Up to you really. Linux is all about choice :)
For connection methods, you could use Samba, ssh or NFS (or probably some others but they're the most common).

If you always want them mounted at boot, use fstab.

If I was doing what I think you want, I'd install sshfs, make a dir in my home folder (and subdirs) to be the mountpoints then mount the remote filesystems thusly:
Code:

$ mkdir ~/kdebox
$ mkdir ~/kdebox/part1
$ mkdir ~/kdebox/part2
...
$ sshfs me@kdebox:/mnt/part1 ~/kdebox/part1
$ sshfs me@kdebox:/mnt/part2 ~/kdebox/part2
...

You can put the sshfs lines into a script so a single command mounts them all at once and you can run it at will as an easy and selective alternative to the fstab way (also they are owned by your user, so no fiddling with mount options in fstab to make them writable).

You may also want to rtfm ('man sshfs') as there are a few options and some info you may find useful.

ChiggyDada 04-17-2012 01:33 AM

!!!
 
Quote:

...If I was doing what I think you want, I'd install sshfs, make a dir in my home folder (and subdirs) to be the mountpoints then mount the remote filesystems thusly:
Code:

$ mkdir ~/kdebox
$ mkdir ~/kdebox/part1
$ mkdir ~/kdebox/part2
...
$ sshfs me@kdebox:/mnt/part1 ~/kdebox/part1
$ sshfs me@kdebox:/mnt/part2 ~/kdebox/part2
...

You can put the sshfs lines into a script so a single command mounts them all at once and you can run it at will as an easy and selective alternative to the fstab way (also they are owned by your user, so no fiddling with mount options in fstab to make them writable)...
I am trying that out ASAP. It sounds to me like I can save my little scrip and empty directories, then copy the whole shebang to the various laptops I use to access my home server, and as long as none of the other machines are accessing it (???) I can pick up right where I left off last...? Right now I'm remote desktop into the server, and I set up a bit of file sorting, with the whole GUI delay, and then log out or close the lid (sleep) the laptop, to resume later.

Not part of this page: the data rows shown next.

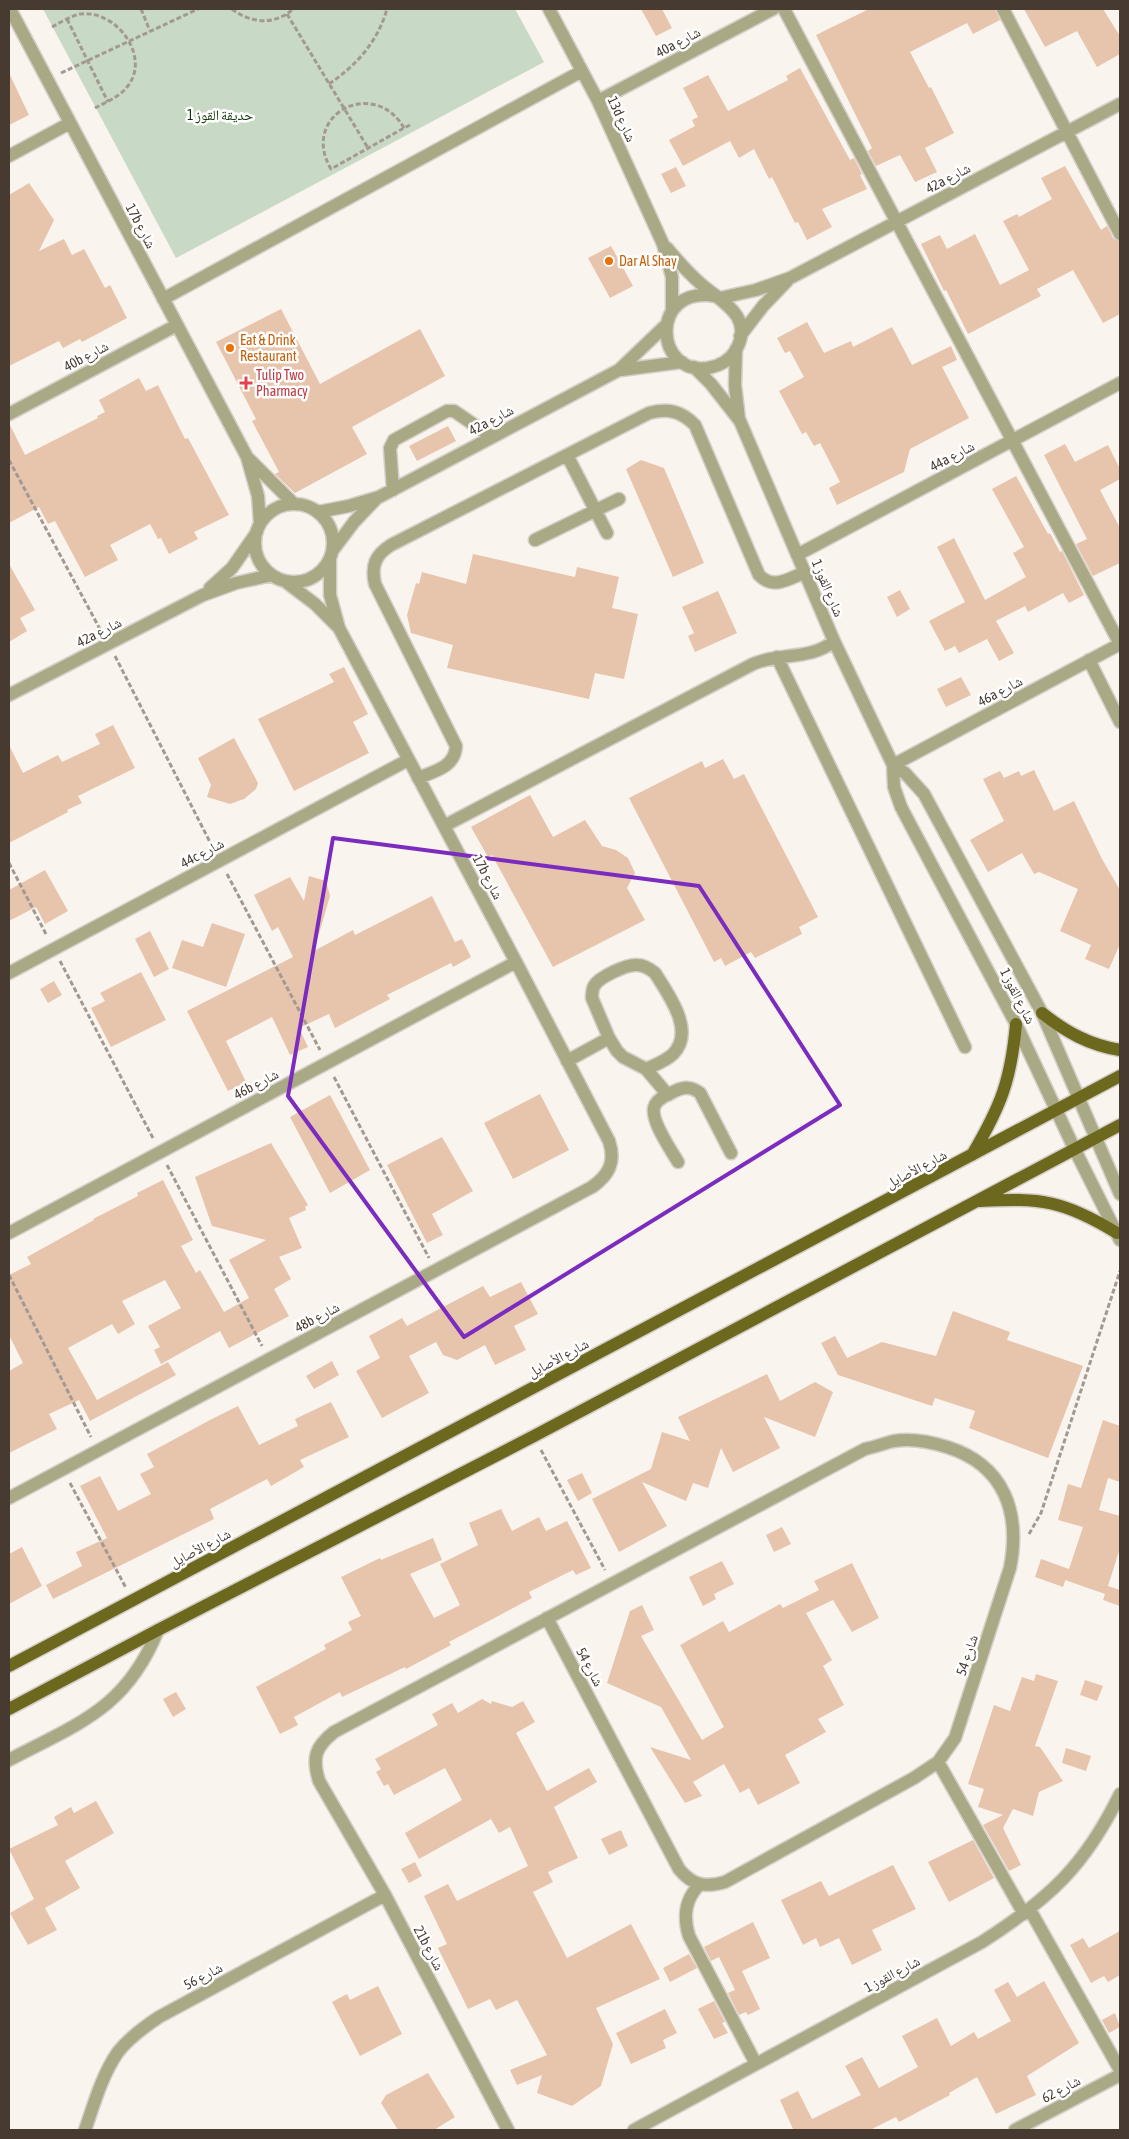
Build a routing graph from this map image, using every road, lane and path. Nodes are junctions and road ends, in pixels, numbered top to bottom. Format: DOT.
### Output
graph roads {
  1 [pos="10,9"];
  2 [pos="141,9"];
  3 [pos="198,9"];
  4 [pos="232,9"];
  5 [pos="292,9"];
  6 [pos="387,9"];
  7 [pos="549,9"];
  8 [pos="773,9"];
  9 [pos="784,9"];
  10 [pos="1003,9"];
  11 [pos="287,14"];
  12 [pos="67,19"];
  13 [pos="52,27"];
  14 [pos="150,31"];
  15 [pos="128,41"];
  16 [pos="87,60"];
  17 [pos="582,71"];
  18 [pos="47,79"];
  19 [pos="329,84"];
  20 [pos="598,101"];
  21 [pos="108,102"];
  22 [pos="1120,104"];
  23 [pos="95,108"];
  24 [pos="344,108"];
  25 [pos="70,123"];
  26 [pos="410,125"];
  27 [pos="404,128"];
  28 [pos="1067,132"];
  29 [pos="368,148"];
  30 [pos="9,156"];
  31 [pos="897,222"];
  32 [pos="1120,234"];
  33 [pos="664,244"];
  34 [pos="790,278"];
  35 [pos="718,297"];
  36 [pos="163,299"];
  37 [pos="672,310"];
  38 [pos="177,325"];
  39 [pos="666,325"];
  40 [pos="738,342"];
  41 [pos="682,362"];
  42 [pos="694,367"];
  43 [pos="618,370"];
  44 [pos="1120,383"];
  45 [pos="9,414"];
  46 [pos="740,422"];
  47 [pos="492,437"];
  48 [pos="1012,441"];
  49 [pos="567,455"];
  50 [pos="247,457"];
  51 [pos="393,490"];
  52 [pos="379,497"];
  53 [pos="619,499"];
  54 [pos="293,504"];
  55 [pos="596,510"];
  56 [pos="318,512"];
  57 [pos="257,529"];
  58 [pos="607,533"];
  59 [pos="536,540"];
  60 [pos="331,555"];
  61 [pos="797,555"];
  62 [pos="805,572"];
  63 [pos="272,576"];
  64 [pos="286,582"];
  65 [pos="202,595"];
  66 [pos="338,628"];
  67 [pos="834,641"];
  68 [pos="1120,644"];
  69 [pos="778,657"];
  70 [pos="1089,660"];
  71 [pos="9,695"];
  72 [pos="1120,722"];
  73 [pos="408,760"];
  74 [pos="893,765"];
  75 [pos="418,778"];
  76 [pos="444,826"];
  77 [pos="9,864"];
  78 [pos="54,949"];
  79 [pos="516,962"];
  80 [pos="9,973"];
  81 [pos="1042,1013"];
  82 [pos="1016,1024"];
  83 [pos="609,1038"];
  84 [pos="965,1047"];
  85 [pos="1120,1050"];
  86 [pos="567,1060"];
  87 [pos="646,1070"];
  88 [pos="1120,1076"];
  89 [pos="668,1095"];
  90 [pos="1080,1098"];
  91 [pos="1056,1111"];
  92 [pos="1120,1125"];
  93 [pos="1097,1137"];
  94 [pos="608,1141"];
  95 [pos="1074,1148"];
  96 [pos="160,1152"];
  97 [pos="731,1153"];
  98 [pos="972,1156"];
  99 [pos="678,1162"];
  100 [pos="1120,1194"];
  101 [pos="974,1201"];
  102 [pos="9,1232"];
  103 [pos="1118,1237"];
  104 [pos="1120,1271"];
  105 [pos="9,1275"];
  106 [pos="269,1360"];
  107 [pos="534,1436"];
  108 [pos="98,1451"];
  109 [pos="63,1469"];
  110 [pos="9,1498"];
  111 [pos="1013,1552"];
  112 [pos="612,1583"];
  113 [pos="133,1601"];
  114 [pos="547,1618"];
  115 [pos="158,1630"];
  116 [pos="9,1666"];
  117 [pos="9,1709"];
  118 [pos="9,1760"];
  119 [pos="938,1762"];
  120 [pos="320,1781"];
  121 [pos="1120,1794"];
  122 [pos="699,1885"];
  123 [pos="385,1895"];
  124 [pos="1027,1912"];
  125 [pos="756,2064"];
  126 [pos="1120,2070"];
  127 [pos="1120,2075"];
  128 [pos="86,2130"];
  129 [pos="508,2130"];
  130 [pos="634,2130"];
  131 [pos="1015,2130"];
  1 -- 18 [label="street, 17b شارع"];
  2 -- 14 [label="path"];
  3 -- 14 [label="path"];
  4 -- 11 [label="path"];
  5 -- 11 [label="path"];
  6 -- 19 [label="path"];
  7 -- 17 [label="street, 13d شارع"];
  8 -- 20 [label="street, 40a شارع"];
  9 -- 31 [label="street"];
  10 -- 28 [label="street"];
  11 -- 19 [label="path"];
  12 -- 13 [label="path"];
  12 -- 15 [label="path"];
  12 -- 16 [label="path"];
  14 -- 15 [label="path"];
  15 -- 16 [label="path"];
  15 -- 21 [label="path"];
  16 -- 18 [label="path"];
  16 -- 21 [label="path"];
  17 -- 20 [label="street, 13d شارع"];
  17 -- 36 [label="street"];
  18 -- 25 [label="street, 17b شارع"];
  19 -- 24 [label="path"];
  20 -- 33 [label="street, 13d شارع"];
  21 -- 23 [label="path"];
  22 -- 28 [label="street, 42a شارع"];
  24 -- 27 [label="path"];
  24 -- 29 [label="path"];
  24 -- 29 [label="path"];
  25 -- 30 [label="street"];
  25 -- 36 [label="street, 17b شارع"];
  26 -- 27 [label="path"];
  27 -- 29 [label="path"];
  28 -- 31 [label="street, 42a شارع"];
  28 -- 32 [label="street"];
  31 -- 34 [label="street, 42a شارع"];
  31 -- 48 [label="street"];
  33 -- 35 [label="street, 13d شارع"];
  33 -- 37 [label="street, 13d شارع"];
  34 -- 35 [label="street, 42a شارع"];
  34 -- 40 [label="street, 42a شارع"];
  35 -- 37 [label="street"];
  35 -- 40 [label="street"];
  36 -- 38 [label="street, 17b شارع"];
  37 -- 39 [label="street"];
  38 -- 45 [label="street, 40b شارع"];
  38 -- 50 [label="street, 17b شارع"];
  39 -- 41 [label="street"];
  39 -- 43 [label="street, 42a شارع"];
  40 -- 42 [label="street"];
  40 -- 46 [label="street, شارع القوز 1"];
  41 -- 42 [label="street"];
  41 -- 43 [label="street, 42a شارع"];
  42 -- 46 [label="street, شارع القوز 1"];
  43 -- 47 [label="street, 42a شارع"];
  44 -- 48 [label="street, 44a شارع"];
  46 -- 61 [label="street, شارع القوز 1"];
  47 -- 51 [label="street, 42a شارع"];
  47 -- 51 [label="street"];
  48 -- 61 [label="street, 44a شارع"];
  48 -- 68 [label="street"];
  49 -- 55 [label="street"];
  49 -- 62 [label="street"];
  49 -- 75 [label="street"];
  50 -- 54 [label="street, 17b شارع"];
  50 -- 57 [label="street, 17b شارع"];
  51 -- 52 [label="street, 42a شارع"];
  52 -- 56 [label="street, 42a شارع"];
  52 -- 60 [label="street, 42a شارع"];
  53 -- 55 [label="street"];
  54 -- 56 [label="street"];
  54 -- 57 [label="street"];
  55 -- 58 [label="street"];
  55 -- 59 [label="street"];
  56 -- 60 [label="street"];
  57 -- 63 [label="street"];
  57 -- 65 [label="street, 42a شارع"];
  60 -- 64 [label="street"];
  60 -- 66 [label="street, 17b شارع"];
  61 -- 62 [label="street, شارع القوز 1"];
  62 -- 67 [label="street, شارع القوز 1"];
  63 -- 64 [label="street"];
  63 -- 65 [label="street, 42a شارع"];
  64 -- 66 [label="street, 17b شارع"];
  65 -- 71 [label="street, 42a شارع"];
  66 -- 73 [label="street, 17b شارع"];
  67 -- 69 [label="street"];
  67 -- 74 [label="street, شارع القوز 1"];
  68 -- 70 [label="street, 46a شارع"];
  69 -- 76 [label="street"];
  69 -- 84 [label="street"];
  70 -- 72 [label="street"];
  70 -- 74 [label="street, 46a شارع"];
  73 -- 75 [label="street, 17b شارع"];
  73 -- 78 [label="street, 44c شارع"];
  74 -- 81 [label="street, شارع القوز 1"];
  74 -- 82 [label="street, شارع القوز 1"];
  75 -- 76 [label="street, 17b شارع"];
  76 -- 79 [label="street, 17b شارع"];
  77 -- 78 [label="path"];
  78 -- 80 [label="street, 44c شارع"];
  78 -- 96 [label="path"];
  79 -- 86 [label="street, 17b شارع"];
  79 -- 96 [label="street, 46b شارع"];
  81 -- 85 [label="main road"];
  81 -- 90 [label="street, شارع القوز 1"];
  82 -- 91 [label="street, شارع القوز 1"];
  82 -- 98 [label="main road"];
  83 -- 86 [label="street"];
  83 -- 87 [label="street"];
  83 -- 87 [label="street"];
  86 -- 94 [label="street, 17b شارع"];
  87 -- 89 [label="street"];
  88 -- 90 [label="main road, شارع الأصايل"];
  89 -- 97 [label="street"];
  89 -- 99 [label="street"];
  90 -- 91 [label="main road, شارع الأصايل"];
  90 -- 93 [label="street, شارع القوز 1"];
  91 -- 95 [label="street, شارع القوز 1"];
  91 -- 98 [label="main road, شارع الأصايل"];
  92 -- 93 [label="main road"];
  93 -- 95 [label="main road"];
  93 -- 100 [label="street, شارع القوز 1"];
  94 -- 106 [label="street, 48b شارع"];
  95 -- 101 [label="main road"];
  95 -- 103 [label="street, شارع القوز 1"];
  96 -- 102 [label="street, 46b شارع"];
  96 -- 106 [label="path"];
  98 -- 113 [label="main road, شارع الأصايل"];
  101 -- 103 [label="main road"];
  101 -- 107 [label="main road"];
  104 -- 111 [label="path"];
  105 -- 108 [label="path"];
  106 -- 108 [label="street, 48b شارع"];
  107 -- 112 [label="path"];
  107 -- 115 [label="main road"];
  108 -- 109 [label="street, 48b شارع"];
  109 -- 110 [label="street, 48b شارع"];
  109 -- 113 [label="path"];
  111 -- 112 [label="street, شارع 54"];
  111 -- 119 [label="street, شارع 54"];
  112 -- 114 [label="street, شارع 54"];
  113 -- 116 [label="main road, شارع الأصايل"];
  114 -- 120 [label="street, شارع 54"];
  114 -- 122 [label="street, شارع 54"];
  115 -- 117 [label="main road"];
  115 -- 118 [label="street"];
  119 -- 122 [label="street, شارع 54"];
  119 -- 124 [label="street"];
  120 -- 123 [label="street, 21b شارع"];
  121 -- 124 [label="street, شارع القوز 1"];
  122 -- 125 [label="street"];
  123 -- 128 [label="street, شارع 56"];
  123 -- 129 [label="street, 21b شارع"];
  124 -- 125 [label="street, شارع القوز 1"];
  124 -- 126 [label="street"];
  125 -- 130 [label="street, شارع القوز 1"];
  127 -- 131 [label="street, شارع 62"];
}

I'm so new, this will be my "first" script. I'm going to google how to do it (I've been editing, what little is needed, my ssh_config file, and still in the mindset that I need to somehow do more; 15 years of M$atan, will do that to a soul). Where might be the best way to learn quickly how to make a script? If I do it once I'll be off and running...
Thank you tons.

:D

ChiggyDada 04-18-2012 11:16 AM

Ok I'm learning about how to do this...
Looks like that sample script is a format to -
1) make directories on the client (if they are not already there)
2) connect via sshfs to the host/server and mount on the client the partitions as identified on the host/server.

what is the best way to identifying the partitions in a script (especially if the sd** changes, due to various drives being either plugged in or, say a USB drive): UUID=***** or dev/sd**, or both?
(I.E. I have a possible fstab setup, just to get something working, here is a sample line, edited for general format, that looks mostly like this...)
Code:

#/dev/sdi5: LABEL="1.5T1.1"
#UUID=XXXXXXXXXXXXXX /home/(user-name)/(arbitrary-name)/(parition name I want) ntfs,rw,auto,user,exec,nls=utf8,umask=003,gid=46,uid=1000 0 2

Thank you so much for the help so far! This is exactly what I've been looking for and to do. I can't believe how cool Linux is- the more sense it makes!!!